Zuvor hatte der amerikanische Verteidigungsminister Donald Rumsfeld Deutschland wegen seiner Irak-Politik abermals scharf angegriffen. Vor einem Kongressausschuss stellte er Deutschland auf eine Stufe mit Libyen und Kuba. Der amerikanische Botschafter Daniel Coats relativierte die Äußerung später mit den Worten, Rumsfeld spreche nicht für die amerikanische Regierung. Die Bundesregierung enthielt sich einer Stellungnahme. Sie begrüßte die ausführliche Unterrichtung des Sicherheitsrates durch Powell: „Durch den Auftritt von Außenminister Powell haben die Vereinigten Staaten die Rolle des Sicherheitsrats für die Konfliktlösung anerkannt und gestärkt.“ SPD und Grüne äußerten Zweifel an der Stichhaltigkeit der von Powell präsentierten Fakten. Der stellvertretende Vorsitzende der SPD-Bundestagsfraktion, Gernot Erler, und der stellvertretende Vorsitzende des Auswärtigen Ausschusses, der SPD-Politiker Hans-Ulrich Klose, sagten, es gebe Indizien für Täuschungsversuche, aber keine schlagenden Beweise für irakische Verstöße gegen die UN-Auflagen.

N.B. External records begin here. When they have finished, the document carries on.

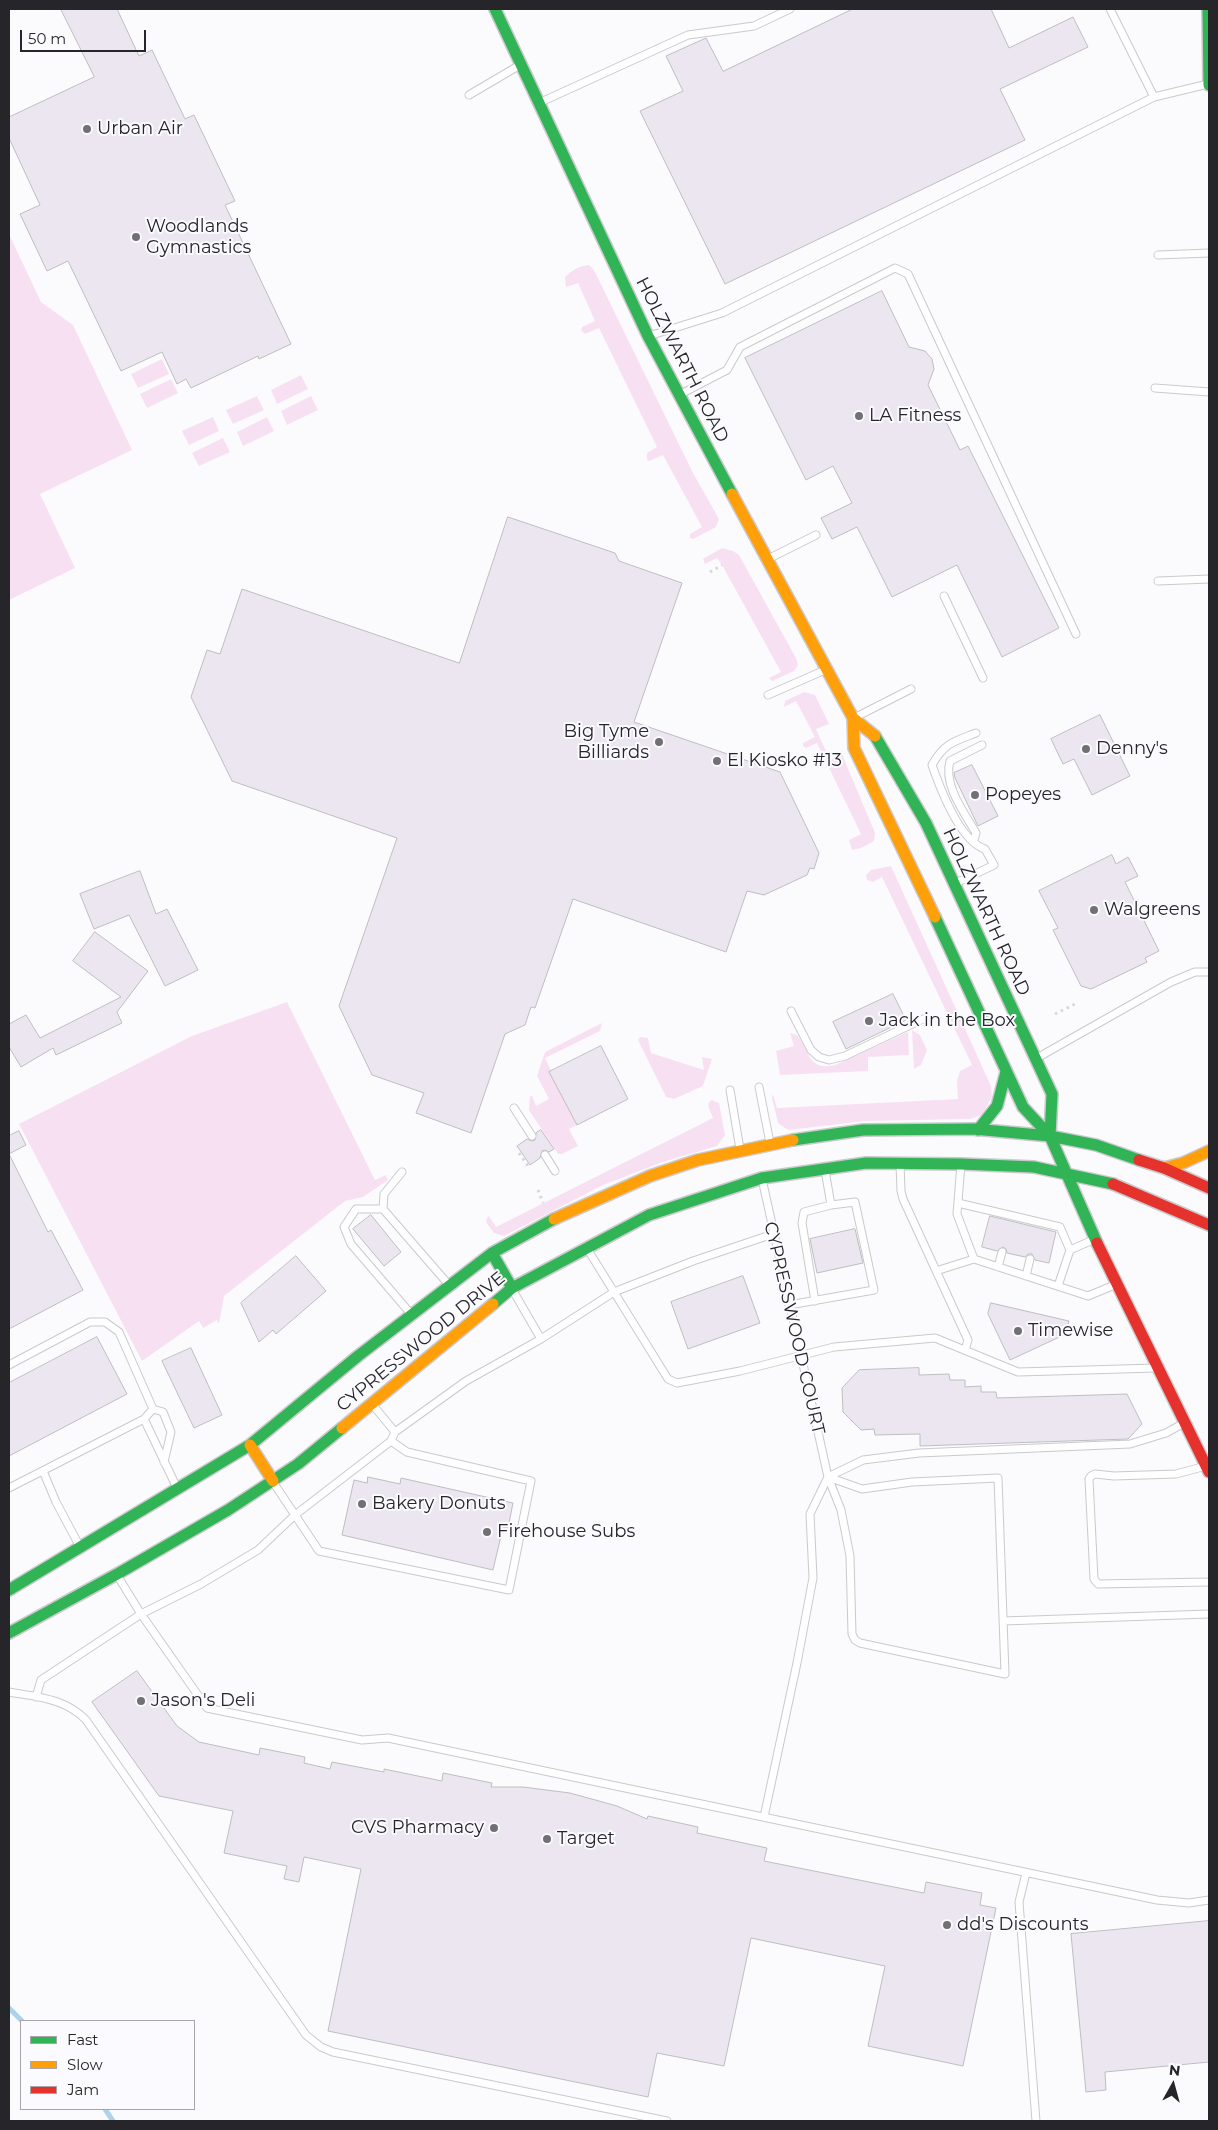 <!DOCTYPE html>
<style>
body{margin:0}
#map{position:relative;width:1218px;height:2130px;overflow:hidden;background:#fbfbfe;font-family:Montserrat,sans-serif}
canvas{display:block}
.frame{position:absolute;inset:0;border:10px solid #26262a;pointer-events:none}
.legend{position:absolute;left:20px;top:2020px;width:175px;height:90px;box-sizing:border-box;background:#fafaff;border:1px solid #a5a5aa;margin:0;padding:6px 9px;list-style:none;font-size:15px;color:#26262a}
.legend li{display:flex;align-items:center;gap:10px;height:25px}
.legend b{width:25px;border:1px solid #a5a5aa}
.north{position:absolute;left:1148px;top:2060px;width:50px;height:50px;-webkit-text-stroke:4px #fafaff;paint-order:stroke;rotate:7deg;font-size:14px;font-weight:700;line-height:20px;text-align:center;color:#26262a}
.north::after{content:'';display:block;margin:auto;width:18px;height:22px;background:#26262a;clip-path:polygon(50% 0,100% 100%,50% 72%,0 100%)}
.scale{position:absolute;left:20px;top:30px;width:126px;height:22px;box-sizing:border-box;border:2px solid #26262a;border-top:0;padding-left:6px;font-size:15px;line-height:18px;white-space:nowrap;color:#26262a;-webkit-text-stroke:4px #fafaff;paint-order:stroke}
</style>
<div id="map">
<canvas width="1218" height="2130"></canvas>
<div class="frame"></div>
<ul class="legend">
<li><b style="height:6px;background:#30b455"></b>Fast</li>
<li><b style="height:6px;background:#ff9f0a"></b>Slow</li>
<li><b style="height:6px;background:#e5322d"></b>Jam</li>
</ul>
<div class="north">N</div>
<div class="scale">50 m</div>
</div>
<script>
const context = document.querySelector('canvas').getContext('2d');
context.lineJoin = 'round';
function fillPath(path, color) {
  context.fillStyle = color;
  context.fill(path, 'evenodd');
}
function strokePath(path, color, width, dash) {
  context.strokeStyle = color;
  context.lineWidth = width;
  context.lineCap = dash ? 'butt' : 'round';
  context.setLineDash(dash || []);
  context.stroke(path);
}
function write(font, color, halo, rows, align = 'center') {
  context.font = font + ' Montserrat,sans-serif';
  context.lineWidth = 4;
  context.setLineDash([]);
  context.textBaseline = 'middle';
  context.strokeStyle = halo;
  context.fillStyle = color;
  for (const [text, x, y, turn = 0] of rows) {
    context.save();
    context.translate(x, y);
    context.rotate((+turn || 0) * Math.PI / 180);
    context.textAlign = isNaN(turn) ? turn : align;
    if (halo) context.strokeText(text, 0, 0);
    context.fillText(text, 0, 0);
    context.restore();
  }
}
const green = new Path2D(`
 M9,234L41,302L73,325L132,450L40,494L75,568L9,600Z
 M589,265L594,270L693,473L719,519L716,527L693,539L690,538V534L702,527L663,455L649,461L647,459V453L657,447L599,328L585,334L581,330L582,327L595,321L578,283L566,287L565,277C572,270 579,266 589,265Z
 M162,359L169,374L138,388L131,374Z
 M301,375L308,389L277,404L271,390Z
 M171,379L178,393L147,408L140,394Z
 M257,396L264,410L233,424L226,410Z
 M311,396L318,410L287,425L281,411Z
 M213,417L219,431L189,445L182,431Z
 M267,417L274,431L243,446L237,432Z
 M223,438L230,452L199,466L192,453Z
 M722,548L733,551L739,555L796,658L798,665L794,671L772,681L769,678L781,672L722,565L717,558L705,564L703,559Z
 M804,692L815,695L829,724L816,729L830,760L842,754L875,833L874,841L861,848L852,850L849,840L861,834L817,743L806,748L803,746V743L815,737L796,701L784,707L785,701Z
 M891,866L991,1086L992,1097L982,1115L970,1119L866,1121L788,1130L778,1123L772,1098L773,1094L777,1108L958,1099L957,1081L960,1071L972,1065L882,877L873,882L867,880L866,875L871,870Z
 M287,1002L375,1180L386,1175L388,1180L363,1197L345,1201L224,1296L219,1324L217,1320L203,1328L199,1321L142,1361L19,1124L192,1036Z
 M602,1023L600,1031L545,1058L551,1071L550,1072L577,1125L569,1129L578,1146L562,1154H558L529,1110L530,1096H532L536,1106L549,1099L537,1076L545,1052Z
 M912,1030L920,1035L927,1050L921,1065L914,1069Z
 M908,1032L909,1055L868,1057V1071L780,1075L776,1051L794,1046L790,1033L797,1035C810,1052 808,1071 835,1065Z
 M640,1037L648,1038L651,1053L704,1070L702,1057L712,1059L703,1086L674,1099L666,1097L638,1040Z
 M712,1100L719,1103L725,1135L717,1146L663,1162L603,1185L504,1236L494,1233L486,1222L487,1218L489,1216L496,1227L713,1118L708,1106L709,1102Z`);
const stream = new Path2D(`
 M9,2008L22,2021
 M105,2109L113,2121`);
const building = new Path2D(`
 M61,9H117L139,56L152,50L185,119L194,115L235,201L225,205L291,344L259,359L258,356L191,388L186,379L177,384L162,352L121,371L68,261L47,271L20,214L40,205L9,138V117L94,77Z
 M853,9H991L1009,48L1073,17L1088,47L1000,89L1025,140L725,284L640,111L683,91L666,56L706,38L723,71Z
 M882,291L909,347L925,351L932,359L934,369L928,385L960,450L968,446L1059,628L1002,657L957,565L892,597L857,527L832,539L821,518L852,503L833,466L806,480L745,358Z
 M508,517L615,553L619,561L682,583L634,722L780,772L819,853L814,869L810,868L807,875L764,895L747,891L726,952L573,899L535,1008L531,1007L525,1025L505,1034L471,1133L416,1113L424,1093L372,1075L339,1006L397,838L232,781L191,697L207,650L220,654L242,589L459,663Z
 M1100,715L1130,776L1092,795L1074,759L1063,764L1051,739Z
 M972,765L998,816L978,826L955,778L954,773Z
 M1112,855L1116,864L1128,857L1138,876L1125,882L1159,951L1145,958L1147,962L1091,989L1081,986L1053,930L1058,928L1039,891Z
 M140,871L156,914L167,909L198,970L165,986L129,915L94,929L80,894Z
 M95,932L148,971L117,1012L122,1023L56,1055L53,1048L21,1067L9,1047V1024L26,1015L40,1038L121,997L73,961Z
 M893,994L906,1020L846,1049L833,1022Z
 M601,1046L628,1099L577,1125L549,1072Z
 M541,1130L554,1149L549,1152L545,1150L542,1151L540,1158L530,1165L517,1146L527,1139L532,1141L535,1140L536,1133Z
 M19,1131L26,1145L9,1154L48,1232L51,1230L83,1290L9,1329V1136Z
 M371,1215L401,1252L384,1266L353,1229Z
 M990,1216L1056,1232L1049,1263L1035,1260L1032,1254H1028L1025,1257L1007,1253L1006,1249L1003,1247L997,1251L982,1247Z
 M855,1229L863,1263L817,1273L810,1239Z
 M296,1256L326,1291L276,1334L273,1330L259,1342L241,1303Z
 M743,1276L760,1323L688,1349L671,1302Z
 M991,1303L1069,1321L1066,1334L1010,1360L988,1314Z
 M97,1337L127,1394L9,1456V1383Z
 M191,1348L222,1415L194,1428L162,1361Z
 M919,1368V1375L949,1374L950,1380H965V1387L981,1386V1392H996L997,1398L1127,1394L1142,1424L1128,1439L920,1446V1434L875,1435L874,1429L861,1430L843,1412L842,1388L859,1370Z
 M368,1477L400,1484L401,1478L513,1503L508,1528L503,1527L493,1570L342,1535L354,1480L367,1483Z
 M137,1671L177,1726L199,1742L259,1755L260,1748L305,1757L304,1763L330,1769L332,1762L384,1772V1769L442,1781L443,1773L492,1783L491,1787H523L570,1793L617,1806L647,1819L648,1816L698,1827L697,1833L767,1848L764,1861L924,1893L926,1882L982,1893L980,1905L996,1908L963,2066L868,2046L885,1966L751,1938L724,2066L657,2053L648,2097L328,2031L361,1869L304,1857L299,1882L284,1879L287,1866L224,1853L233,1811L159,1796L92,1702Z
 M1209,1921V2062L1105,2072L1106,2090L1086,2092L1071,1934Z`);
const path = new Path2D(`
 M710,572L722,565
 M1055,1014L1075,1004
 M519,1153L530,1169
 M538,1190L543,1203`);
const lane = new Path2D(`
 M1110,9L1154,97L1208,84
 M469,95L520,65
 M541,102L688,35L754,26L790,9
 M1158,255L1209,253
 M649,336L722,313L1154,97
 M1155,388L1209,392
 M679,395L727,370L740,347L895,268L908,274L1076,634
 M768,559L816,535
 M1158,581L1209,579
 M944,596L983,678
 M768,695L825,670
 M856,717L911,689
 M974,840L976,833C964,812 943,785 950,761L982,745
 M954,884L994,865L985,849C960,841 940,788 932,765C944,743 955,741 976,733
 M791,1011L811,1050L819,1057L829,1060L845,1056L923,1019
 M1037,1058L1171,982L1195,972H1209
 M759,1087L770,1143
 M730,1090L740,1149
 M514,1108L532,1136
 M545,1155L555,1171
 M900,1164L901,1191L903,1199L968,1340L965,1350
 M961,1164L957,1214L974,1259L1088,1296L1117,1284
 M762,1179L828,1477L841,1510L850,1556L852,1634L855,1640L860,1643L1005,1674L998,1478L912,1482L862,1489L828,1477
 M958,1203L1060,1227L1070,1250
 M383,1209L384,1194L402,1172
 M588,1250L668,1379L677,1383L740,1371L834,1347L935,1338L1018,1372L1156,1368
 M998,1267L1002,1252
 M936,1271L974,1259
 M1026,1276L1030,1259
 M1058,1286L1070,1250L1095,1239
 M512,1289L541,1339
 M815,1301L802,1223L804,1212L831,1205
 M789,1305L874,1290L855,1202L831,1205L825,1170
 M411,1314L351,1244L344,1227L356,1209H383L449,1285
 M9,1365L90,1322H105L119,1332L153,1409L144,1419L177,1488
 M372,1404L395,1432
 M153,1409L163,1412L171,1432L164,1462
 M1206,1466L1176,1474L1114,1476L1095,1474L1091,1476L1089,1479L1094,1579L1098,1584L1209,1582
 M43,1471L56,1502L80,1547
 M273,1482L319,1551L509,1590L531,1481L407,1452L391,1441
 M9,1488L144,1419
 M117,1575L141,1614L207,1708L362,1740L388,1738L1157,1900L1189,1903L1209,1900
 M1003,1621L1209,1614
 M9,1692C37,1697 65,1698 86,1720L306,2035L321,2047L333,2052L667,2121
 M36,1697L41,1680L141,1614L201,1584L258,1550L295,1515L391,1441L395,1432L466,1381L541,1339L614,1292L693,1261L773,1234
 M764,1817L797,1663L813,1578L810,1514L828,1477L863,1460L919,1453L1130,1444L1166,1433L1184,1423
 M1026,1873L1019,1902L1036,2121`);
const fast = new Path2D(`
 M495,9L648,336L732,494
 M1208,9L1209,85
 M875,736L926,823L1052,1094L1050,1136
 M935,917L1023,1107L1050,1136L1097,1243
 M978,1130L997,1106L1006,1072
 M793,1140L863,1130L974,1129L1050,1136L1096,1145L1139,1160
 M492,1253L512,1288
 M493,1304L512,1288L649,1215L762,1178L866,1163L961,1164L1034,1167L1113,1184
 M9,1590L250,1445L358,1356L492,1253L554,1219
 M9,1633L119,1573L228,1510L298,1464L342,1428`);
const slow = new Path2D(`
 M732,494L853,718L875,736
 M853,718L854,748L935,917
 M1164,1168L1183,1163L1209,1151
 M554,1219L650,1176L698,1160L793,1140
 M342,1428L493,1304
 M250,1445L273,1481`);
const jam = new Path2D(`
 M1139,1160L1164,1168L1209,1188
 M1113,1184L1209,1225
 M1097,1243L1209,1472`);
const markers = [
 [87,129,5,"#717174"],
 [136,237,5,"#717174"],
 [859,416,5,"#717174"],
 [659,742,5,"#717174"],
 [1086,749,5,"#717174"],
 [717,761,5,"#717174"],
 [975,795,5,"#717174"],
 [1094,910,5,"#717174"],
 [869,1021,5,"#717174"],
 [1018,1331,5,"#717174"],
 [362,1504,5,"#717174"],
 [487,1532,5,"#717174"],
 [141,1701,5,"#717174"],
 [494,1828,5,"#717174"],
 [547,1839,5,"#717174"],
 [947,1925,5,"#717174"]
];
const poiNames = [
 ["Urban Air",97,129],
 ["Woodlands",146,227],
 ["Gymnastics",146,248],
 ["LA Fitness",869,416],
 ["Big Tyme",649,732,"right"],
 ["Billiards",649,753,"right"],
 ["Denny's",1096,749],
 ["El Kiosko #13",727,761],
 ["Popeyes",985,795],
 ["Walgreens",1104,910],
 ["Jack in the Box",879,1021],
 ["Timewise",1028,1331],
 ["Bakery Donuts",372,1504],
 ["Firehouse Subs",497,1532],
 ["Jason's Deli",151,1701],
 ["CVS Pharmacy",484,1828,"right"],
 ["Target",557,1839],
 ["dd's Discounts",957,1925]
];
const streetNames = [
 ["HOLZWARTH ROAD",682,360,63],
 ["HOLZWARTH ROAD",986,912,65],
 ["CYPRESSWOOD COURT",794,1328,77],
 ["CYPRESSWOOD DRIVE",421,1342,-39]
];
fillPath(green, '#f8e0f3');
strokePath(stream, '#add2ec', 5);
fillPath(building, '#ece6f1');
strokePath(building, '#bebdc0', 1);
strokePath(lane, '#cacace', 9);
strokePath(fast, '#cacace', 14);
strokePath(slow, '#cacace', 14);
strokePath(jam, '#cacace', 14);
strokePath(path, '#d8d8d9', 3, [2.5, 4]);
strokePath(lane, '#fefeff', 7);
strokePath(fast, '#30b455', 11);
strokePath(slow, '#ff9f0a', 11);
strokePath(jam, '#e5322d', 11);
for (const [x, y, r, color] of markers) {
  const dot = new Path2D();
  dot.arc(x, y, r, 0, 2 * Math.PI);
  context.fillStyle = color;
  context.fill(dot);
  strokePath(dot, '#fafaff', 2);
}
write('18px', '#26262a', '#fafaff', poiNames, 'left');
write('18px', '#26262a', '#fafaff', streetNames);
</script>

Ankara will Kurdenstaat verhindern
Unterdessen stimmte das türkisches Parlament der Einreise weiterer Militärfachleute zu. Eine deutliche Mehrheit sprach sich dafür ausotierte, amerikanische Fachleute zum Ausbau von Luftwaffenbasen und Häfen in die Türkei einreisen zu lassen, wie Abgeordnete am Donnerstag nach dem Ende der Beratungen mitteilten. 310 Abgeordnete stimmten dafür, 193 dagegen, neun enthielten sich der Stimme. Das Parlament hatte unter Ausschluss der Öffentlichkeit beraten und abgestimmt. Über eine Stationierung amerikanischer Soldaten will die Türkei erst nach dem muslimischen Opferfest am 18. Februar entscheiden. Der Führer der islamisch-konservativen Regierungspartei AKP, Recep Tayyip Erdogan, sagte nach der Abstimmung, die Regierung tue „das, was für die Sicherheit und die Interessen unseres Landes notwendig“ sei. Er trat dem Eindruck entgegen, „als würde die Türkei in den Krieg eintreten oder einen Beschluss zum Krieg gefasst haben“. An das „türkische Volk“ gewandt sagte Erdogan: „Das Haus brennt. Was machst Du? Du wirst versuchen, den Brand zu löschen. Andernfalls brennt auch das Haus, in dem Du wohnst.“ Ministerpräsident Abdullah Gül hatte vor der Parlamentsdebatte deutlich gemacht, dass die Türkei nicht abseits stehen könne und ihre nationalen Interessen bei einem Krieg im Nachbarland Irak wahren müsse. Dabei geht es Ankara vor allem darum, Flüchtlingsströme bereits auf irakischem Boden zu lenken und die Entstehung eines unabhängigen Kurdenstaates im Norden des Irak zu verhindern.